## [What needs to be done]
For the records shown below, return an exact copy that excludes the pictures.

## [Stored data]
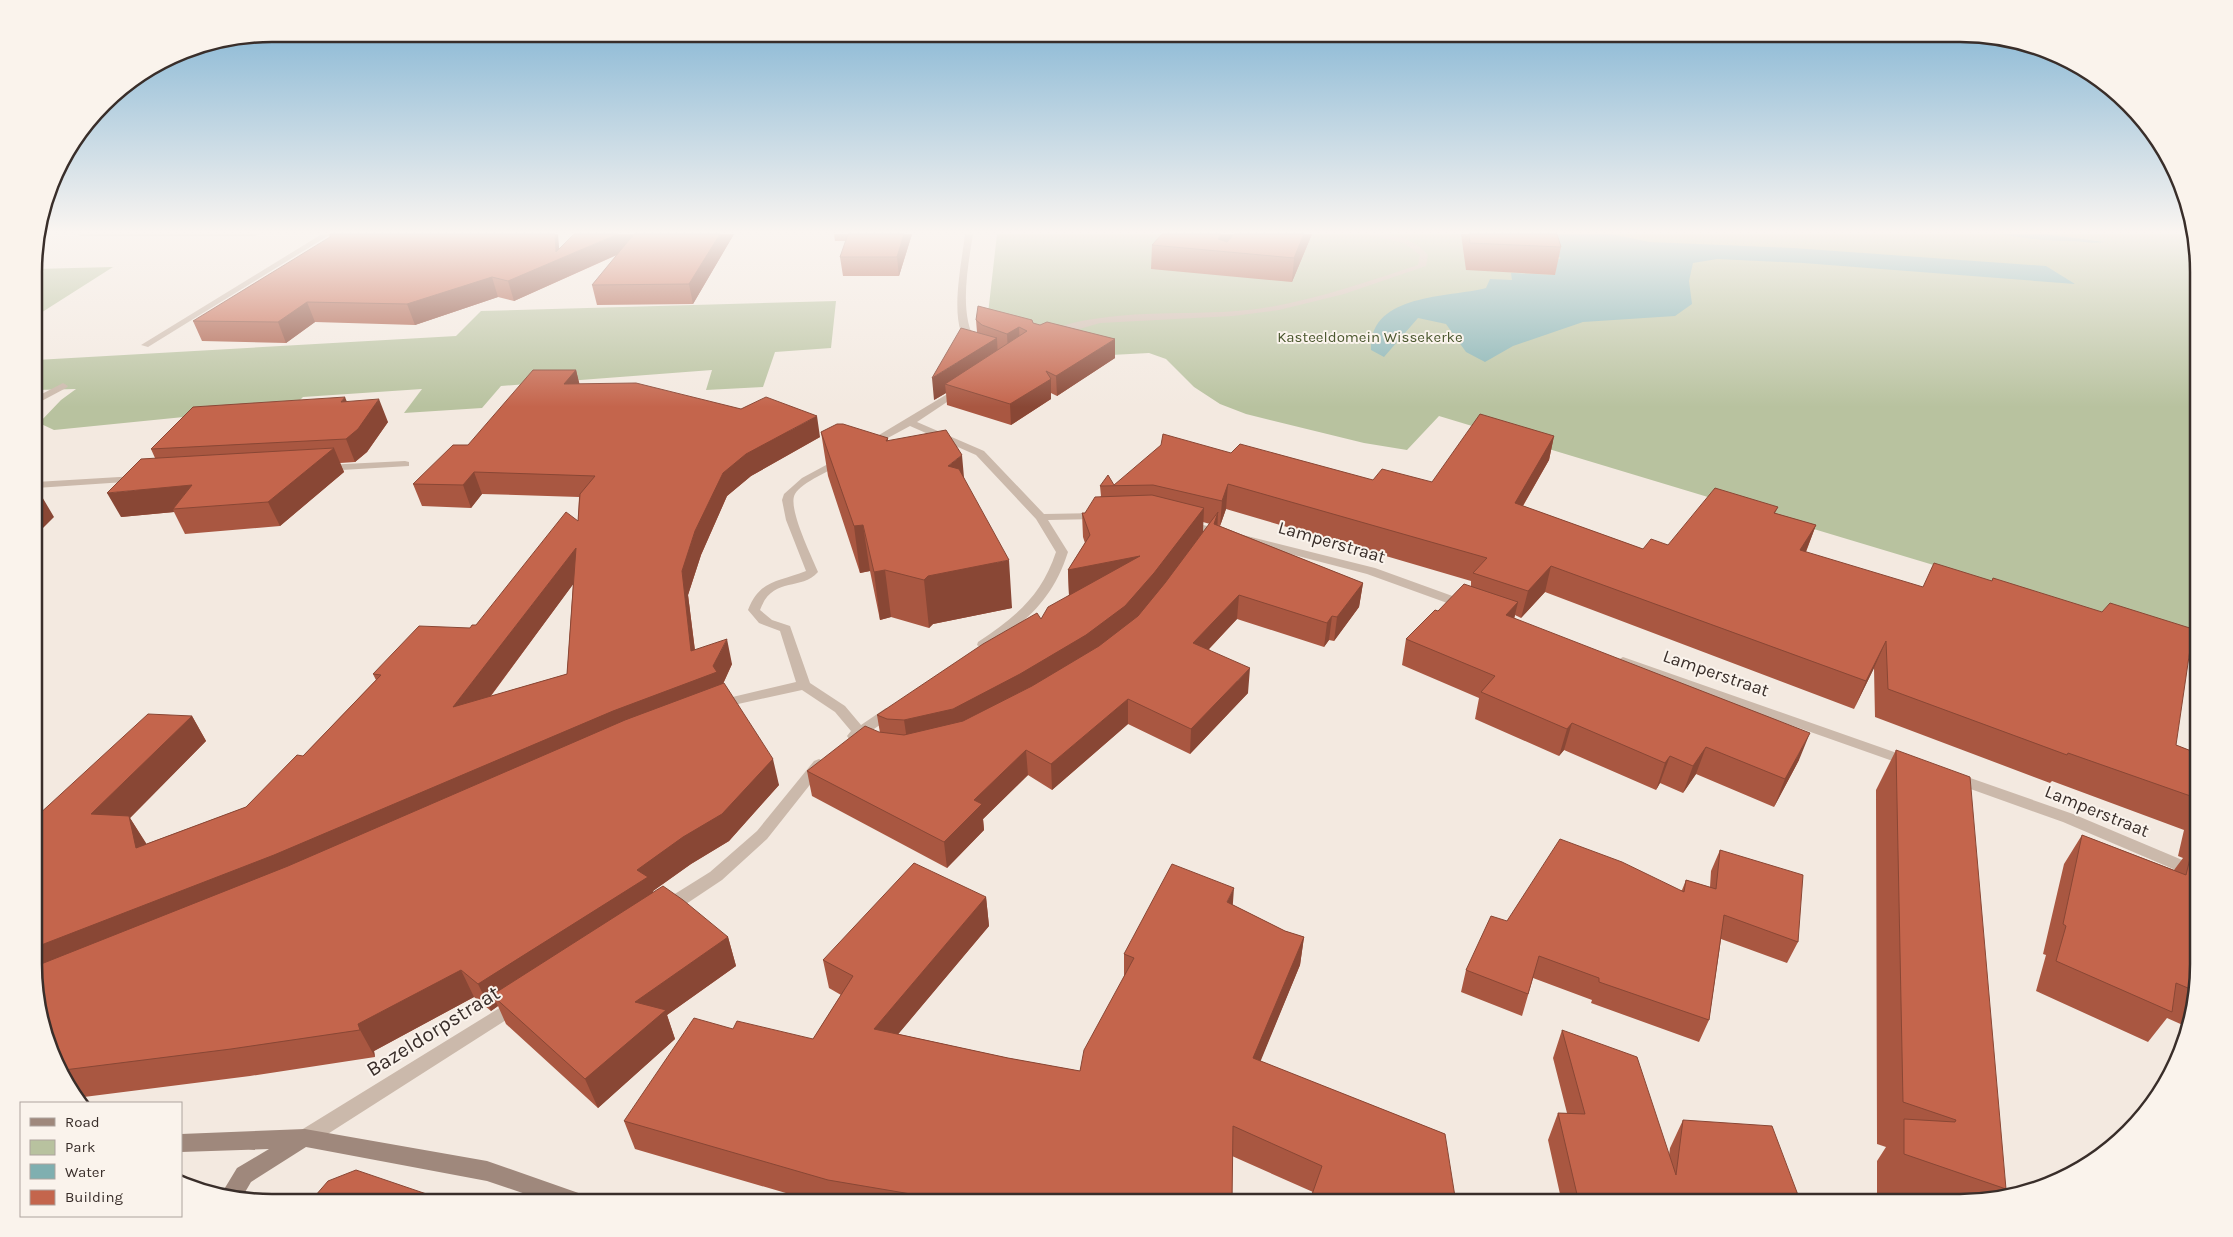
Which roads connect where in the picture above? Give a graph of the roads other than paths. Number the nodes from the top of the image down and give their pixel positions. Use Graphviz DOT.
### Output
graph roads {
  1 [pos="233,292"];
  2 [pos="964,292"];
  3 [pos="1343,292"];
  4 [pos="1046,337"];
  5 [pos="144,346"];
  6 [pos="983,348"];
  7 [pos="968,384"];
  8 [pos="63,386"];
  9 [pos="42,398"];
  10 [pos="910,422"];
  11 [pos="405,464"];
  12 [pos="315,469"];
  13 [pos="146,479"];
  14 [pos="42,485"];
  15 [pos="1115,516"];
  16 [pos="1041,517"];
  17 [pos="1178,522"];
  18 [pos="1213,530"];
  19 [pos="1203,544"];
  20 [pos="1475,608"];
  21 [pos="974,651"];
  22 [pos="1615,658"];
  23 [pos="804,685"];
  24 [pos="904,701"];
  25 [pos="701,711"];
  26 [pos="859,733"];
  27 [pos="873,746"];
  28 [pos="1922,766"];
  29 [pos="1940,773"];
  30 [pos="2190,870"];
  31 [pos="657,913"];
  32 [pos="524,999"];
  33 [pos="305,1138"];
  34 [pos="182,1144"];
  35 [pos="234,1191"];
  36 [pos="554,1194"];
  1 -- 5 [label="street"];
  2 -- 6 [label="street"];
  3 -- 4 [label="street"];
  7 -- 10 [label="street"];
  8 -- 9 [label="street"];
  10 -- 16 [label="street"];
  10 -- 23 [label="street"];
  11 -- 12 [label="street"];
  13 -- 14 [label="street"];
  15 -- 16 [label="street"];
  16 -- 21 [label="street"];
  17 -- 18 [label="street, Lamperstraat"];
  18 -- 19 [label="street"];
  18 -- 20 [label="street, Lamperstraat"];
  22 -- 28 [label="street, Lamperstraat"];
  23 -- 25 [label="street"];
  23 -- 26 [label="street"];
  24 -- 26 [label="street"];
  26 -- 27 [label="street"];
  26 -- 31 [label="street"];
  29 -- 30 [label="street, Lamperstraat"];
  32 -- 33 [label="street, Bazeldorpstraat"];
  33 -- 34 [label="main road"];
  33 -- 35 [label="main road"];
  33 -- 36 [label="main road"];
}
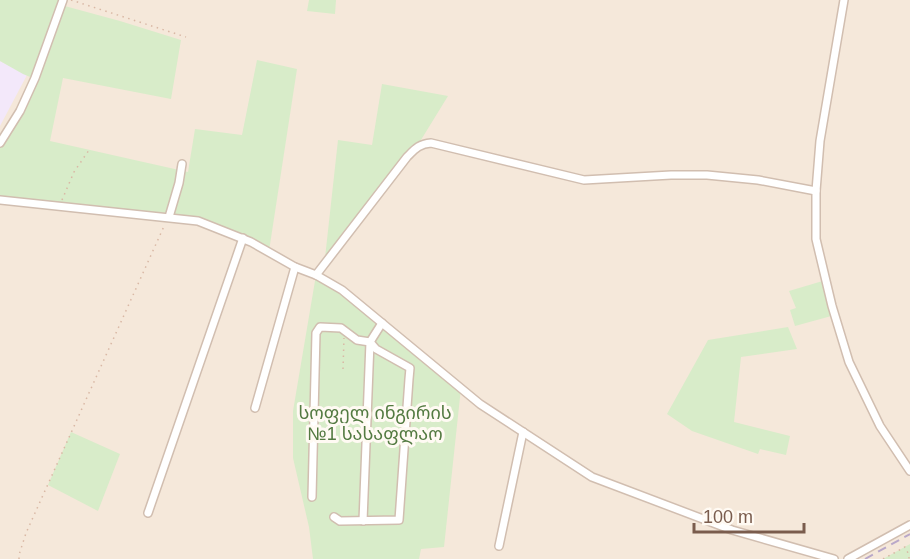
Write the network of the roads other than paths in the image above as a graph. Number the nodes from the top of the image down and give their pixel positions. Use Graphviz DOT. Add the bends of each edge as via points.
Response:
graph roads {
  1 [pos="63,0"];
  2 [pos="844,0"];
  3 [pos="0,143"];
  4 [pos="182,164"];
  5 [pos="816,191"];
  6 [pos="0,200"];
  7 [pos="168,217"];
  8 [pos="243,238"];
  9 [pos="295,267"];
  10 [pos="316,275"];
  11 [pos="382,324"];
  12 [pos="370,342"];
  13 [pos="255,408"];
  14 [pos="523,432"];
  15 [pos="910,471"];
  16 [pos="312,497"];
  17 [pos="148,513"];
  18 [pos="334,517"];
  19 [pos="363,520"];
  20 [pos="910,525"];
  21 [pos="499,546"];
  22 [pos="834,559"];
  23 [pos="848,559"];
  1 -- 3 [label="street" via="35,78"];
  2 -- 5 [label="street" via="820,141"];
  4 -- 7 [label="street"];
  5 -- 10 [label="street" via="707,175 584,180 422,144 407,157"];
  5 -- 15 [label="street" via="816,239 849,362 880,426"];
  6 -- 7 [label="street"];
  7 -- 8 [label="street" via="198,221"];
  8 -- 9 [label="street"];
  8 -- 17 [label="street"];
  9 -- 10 [label="street"];
  9 -- 13 [label="street"];
  10 -- 11 [label="street" via="342,290"];
  11 -- 12 [label="street"];
  11 -- 14 [label="street" via="480,404"];
  12 -- 16 [label="street" via="357,340 341,328 320,327 316,333"];
  12 -- 19 [label="street"];
  12 -- 19 [label="street" via="410,368 399,519"];
  14 -- 21 [label="street"];
  14 -- 22 [label="street" via="592,477 732,530"];
  18 -- 19 [label="street" via="340,521"];
  20 -- 23 [label="street"];
}
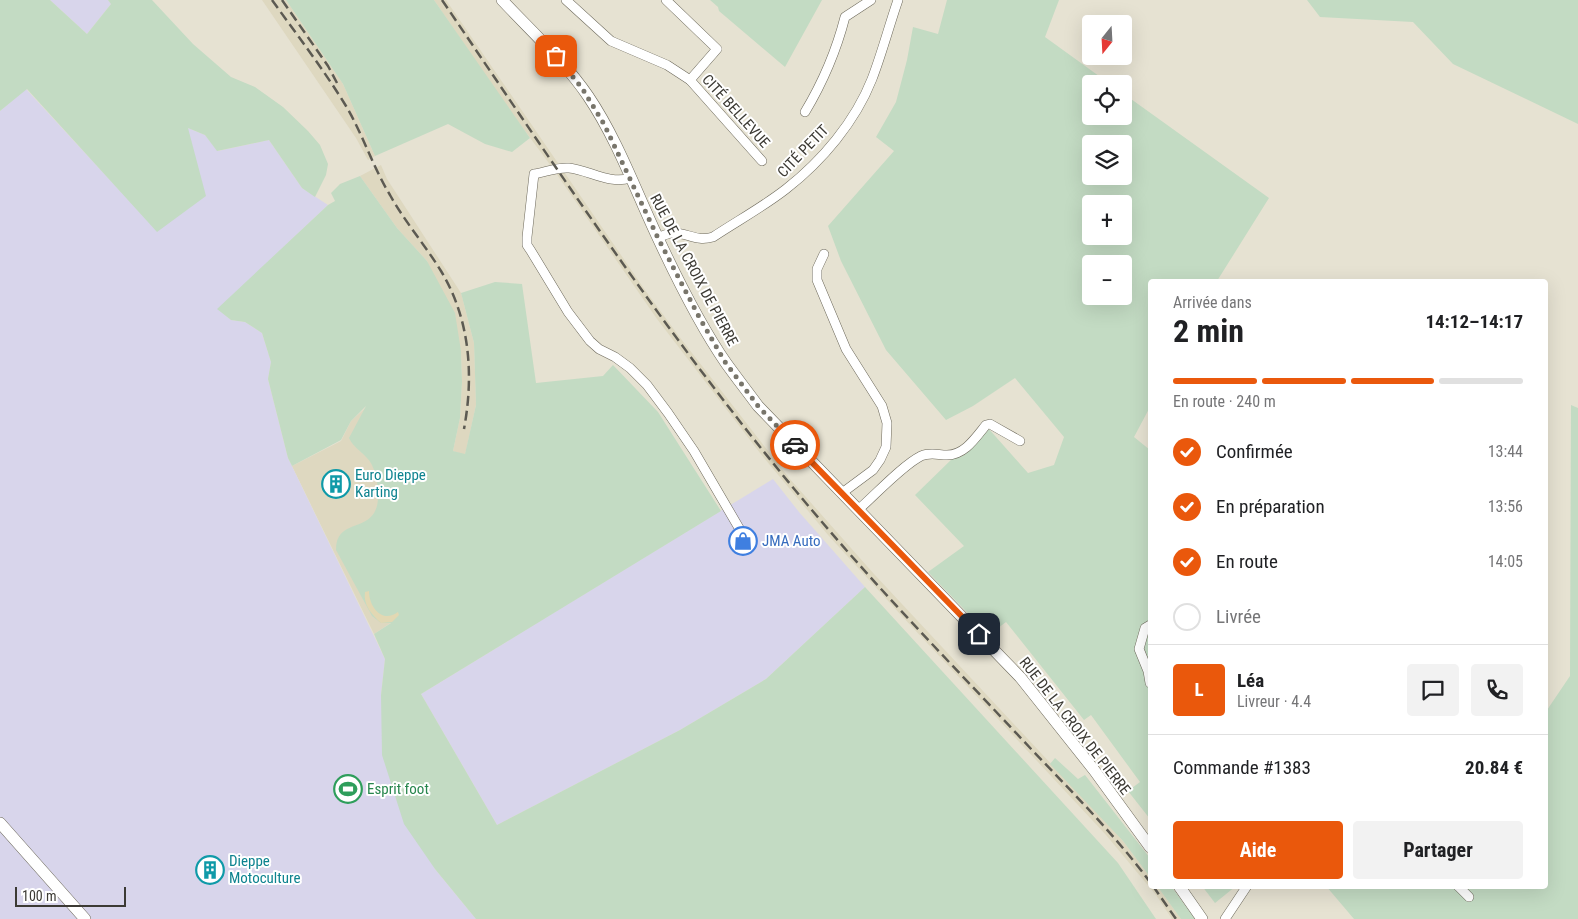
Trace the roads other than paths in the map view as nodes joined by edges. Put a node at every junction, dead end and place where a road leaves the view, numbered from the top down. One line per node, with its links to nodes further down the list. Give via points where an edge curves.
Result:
1 (502, 0): 9 (main road, RUE DE LA CROIX DE PIERRE, via 576,80 604,124)
2 (566, 0): 6 (street, CITÉ BELLEVUE, via 611,41 667,65)
3 (666, 0): 6 (street, CITÉ BELLEVUE, via 717,50)
4 (871, 0): 7 (street, via 844,17 830,67)
5 (898, 0): 10 (street, CITÉ PETIT, via 871,80 855,112 831,146 803,174 786,189 713,237 704,240 673,233)
6 (690, 80): 8 (street, CITÉ BELLEVUE)
7 (805, 112)
8 (762, 161)
9 (630, 178): 10 (main road, RUE DE LA CROIX DE PIERRE); 15 (street, via 616,181 568,168 534,174 527,245 590,341 630,368 668,413)
10 (658, 238): 13 (main road, RUE DE LA CROIX DE PIERRE, via 725,362 758,406)
11 (824, 254): 13 (street, via 817,269 817,280 846,349 882,406 887,423 886,447 880,460 873,470)
12 (1020, 442): 14 (street, via 990,424 986,425 960,452 949,455 930,453 912,461)
13 (842, 493): 14 (main road, RUE DE LA CROIX DE PIERRE)
14 (859, 509): 19 (main road, RUE DE LA CROIX DE PIERRE, via 1020,677)
15 (739, 528)
16 (1148, 626): 17 (street, via 1139,649)
17 (1148, 671)
18 (0, 823): 24 (main road)
19 (1148, 844)
20 (1180, 889): 25 (main road)
21 (1245, 889): 26 (street)
22 (1461, 889): 23 (street)
23 (1469, 897)
24 (85, 919)
25 (1202, 919)
26 (1225, 919)

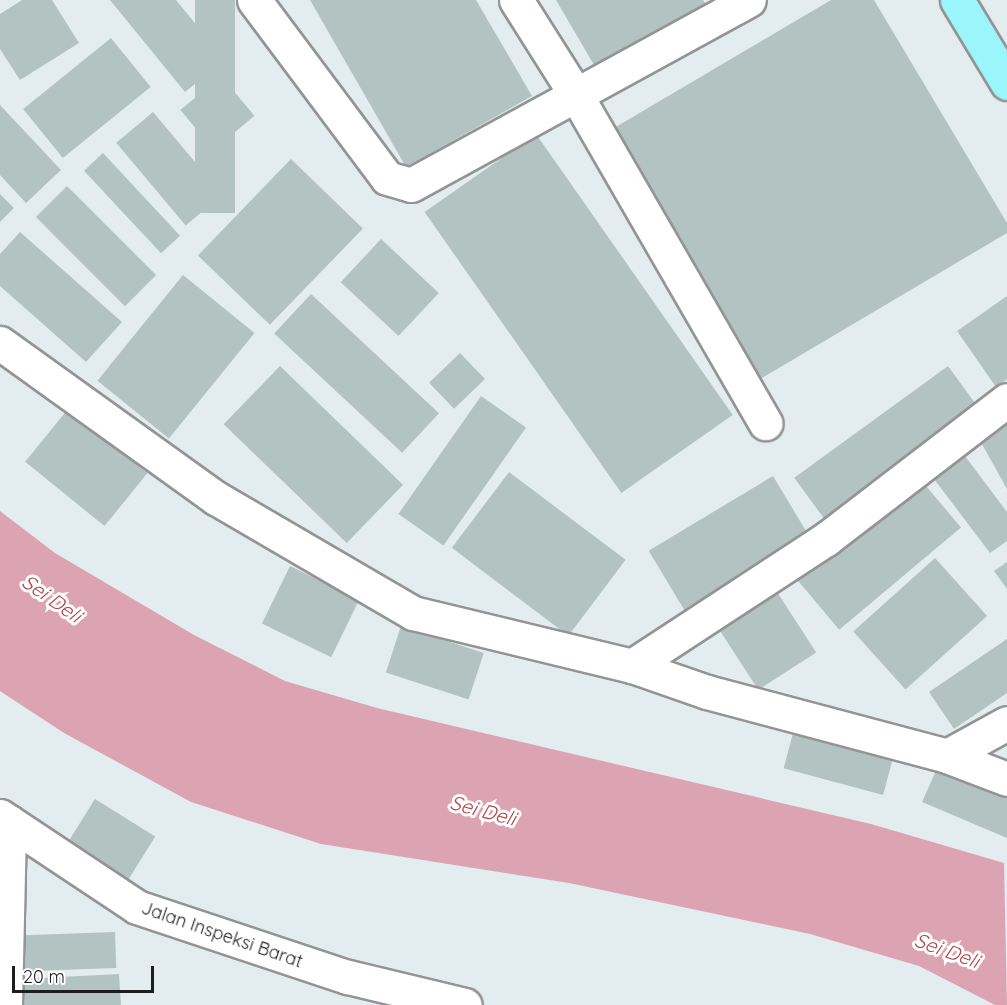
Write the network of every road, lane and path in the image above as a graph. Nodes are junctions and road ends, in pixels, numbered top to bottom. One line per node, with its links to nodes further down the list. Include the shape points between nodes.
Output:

## [The answer]
Which roads connect where in the picture above? Give a graph of the roads other than paths. Number the nodes from the top of the image down and give their pixel positions. Use Graphviz DOT.
### Output
graph roads {
  1 [pos="233,292"];
  2 [pos="964,292"];
  3 [pos="1343,292"];
  4 [pos="1046,337"];
  5 [pos="144,346"];
  6 [pos="983,348"];
  7 [pos="968,384"];
  8 [pos="63,386"];
  9 [pos="42,398"];
  10 [pos="910,422"];
  11 [pos="405,464"];
  12 [pos="315,469"];
  13 [pos="146,479"];
  14 [pos="42,485"];
  15 [pos="1115,516"];
  16 [pos="1041,517"];
  17 [pos="1178,522"];
  18 [pos="1213,530"];
  19 [pos="1203,544"];
  20 [pos="1475,608"];
  21 [pos="974,651"];
  22 [pos="1615,658"];
  23 [pos="804,685"];
  24 [pos="904,701"];
  25 [pos="701,711"];
  26 [pos="859,733"];
  27 [pos="873,746"];
  28 [pos="1922,766"];
  29 [pos="1940,773"];
  30 [pos="2190,870"];
  31 [pos="657,913"];
  32 [pos="524,999"];
  33 [pos="305,1138"];
  34 [pos="182,1144"];
  35 [pos="234,1191"];
  36 [pos="554,1194"];
  1 -- 5 [label="street"];
  2 -- 6 [label="street"];
  3 -- 4 [label="street"];
  7 -- 10 [label="street"];
  8 -- 9 [label="street"];
  10 -- 16 [label="street"];
  10 -- 23 [label="street"];
  11 -- 12 [label="street"];
  13 -- 14 [label="street"];
  15 -- 16 [label="street"];
  16 -- 21 [label="street"];
  17 -- 18 [label="street, Lamperstraat"];
  18 -- 19 [label="street"];
  18 -- 20 [label="street, Lamperstraat"];
  22 -- 28 [label="street, Lamperstraat"];
  23 -- 25 [label="street"];
  23 -- 26 [label="street"];
  24 -- 26 [label="street"];
  26 -- 27 [label="street"];
  26 -- 31 [label="street"];
  29 -- 30 [label="street, Lamperstraat"];
  32 -- 33 [label="street, Bazeldorpstraat"];
  33 -- 34 [label="main road"];
  33 -- 35 [label="main road"];
  33 -- 36 [label="main road"];
}
Write the network of the roads other than paths in the image above as a graph. Number the nodes from the top of the image down and give their pixel positions. Use Graphviz DOT. Add the bends of each edge as via points.
Response:
graph roads {
  1 [pos="63,0"];
  2 [pos="844,0"];
  3 [pos="0,143"];
  4 [pos="182,164"];
  5 [pos="816,191"];
  6 [pos="0,200"];
  7 [pos="168,217"];
  8 [pos="243,238"];
  9 [pos="295,267"];
  10 [pos="316,275"];
  11 [pos="382,324"];
  12 [pos="370,342"];
  13 [pos="255,408"];
  14 [pos="523,432"];
  15 [pos="910,471"];
  16 [pos="312,497"];
  17 [pos="148,513"];
  18 [pos="334,517"];
  19 [pos="363,520"];
  20 [pos="910,525"];
  21 [pos="499,546"];
  22 [pos="834,559"];
  23 [pos="848,559"];
  1 -- 3 [label="street" via="35,78"];
  2 -- 5 [label="street" via="820,141"];
  4 -- 7 [label="street"];
  5 -- 10 [label="street" via="707,175 584,180 422,144 407,157"];
  5 -- 15 [label="street" via="816,239 849,362 880,426"];
  6 -- 7 [label="street"];
  7 -- 8 [label="street" via="198,221"];
  8 -- 9 [label="street"];
  8 -- 17 [label="street"];
  9 -- 10 [label="street"];
  9 -- 13 [label="street"];
  10 -- 11 [label="street" via="342,290"];
  11 -- 12 [label="street"];
  11 -- 14 [label="street" via="480,404"];
  12 -- 16 [label="street" via="357,340 341,328 320,327 316,333"];
  12 -- 19 [label="street"];
  12 -- 19 [label="street" via="410,368 399,519"];
  14 -- 21 [label="street"];
  14 -- 22 [label="street" via="592,477 732,530"];
  18 -- 19 [label="street" via="340,521"];
  20 -- 23 [label="street"];
}
Trace the roads other than paths in the map view as nodes joined by edges. Put a node at every junction, dead end and place where a road leaves the view, numbered from the top down. One line per node, with its links to nodes further down the list. Give via points where an edge curves.
Result:
1 (502, 0): 9 (main road, RUE DE LA CROIX DE PIERRE, via 576,80 604,124)
2 (566, 0): 6 (street, CITÉ BELLEVUE, via 611,41 667,65)
3 (666, 0): 6 (street, CITÉ BELLEVUE, via 717,50)
4 (871, 0): 7 (street, via 844,17 830,67)
5 (898, 0): 10 (street, CITÉ PETIT, via 871,80 855,112 831,146 803,174 786,189 713,237 704,240 673,233)
6 (690, 80): 8 (street, CITÉ BELLEVUE)
7 (805, 112)
8 (762, 161)
9 (630, 178): 10 (main road, RUE DE LA CROIX DE PIERRE); 15 (street, via 616,181 568,168 534,174 527,245 590,341 630,368 668,413)
10 (658, 238): 13 (main road, RUE DE LA CROIX DE PIERRE, via 725,362 758,406)
11 (824, 254): 13 (street, via 817,269 817,280 846,349 882,406 887,423 886,447 880,460 873,470)
12 (1020, 442): 14 (street, via 990,424 986,425 960,452 949,455 930,453 912,461)
13 (842, 493): 14 (main road, RUE DE LA CROIX DE PIERRE)
14 (859, 509): 19 (main road, RUE DE LA CROIX DE PIERRE, via 1020,677)
15 (739, 528)
16 (1148, 626): 17 (street, via 1139,649)
17 (1148, 671)
18 (0, 823): 24 (main road)
19 (1148, 844)
20 (1180, 889): 25 (main road)
21 (1245, 889): 26 (street)
22 (1461, 889): 23 (street)
23 (1469, 897)
24 (85, 919)
25 (1202, 919)
26 (1225, 919)

Write the network of every road, lane and path in the image above as a graph. Nodes are junctions and road ends, in pixels, numbered top to bottom. One line per node, with its links to nodes further down the list. Include the shape points between nodes.
Output:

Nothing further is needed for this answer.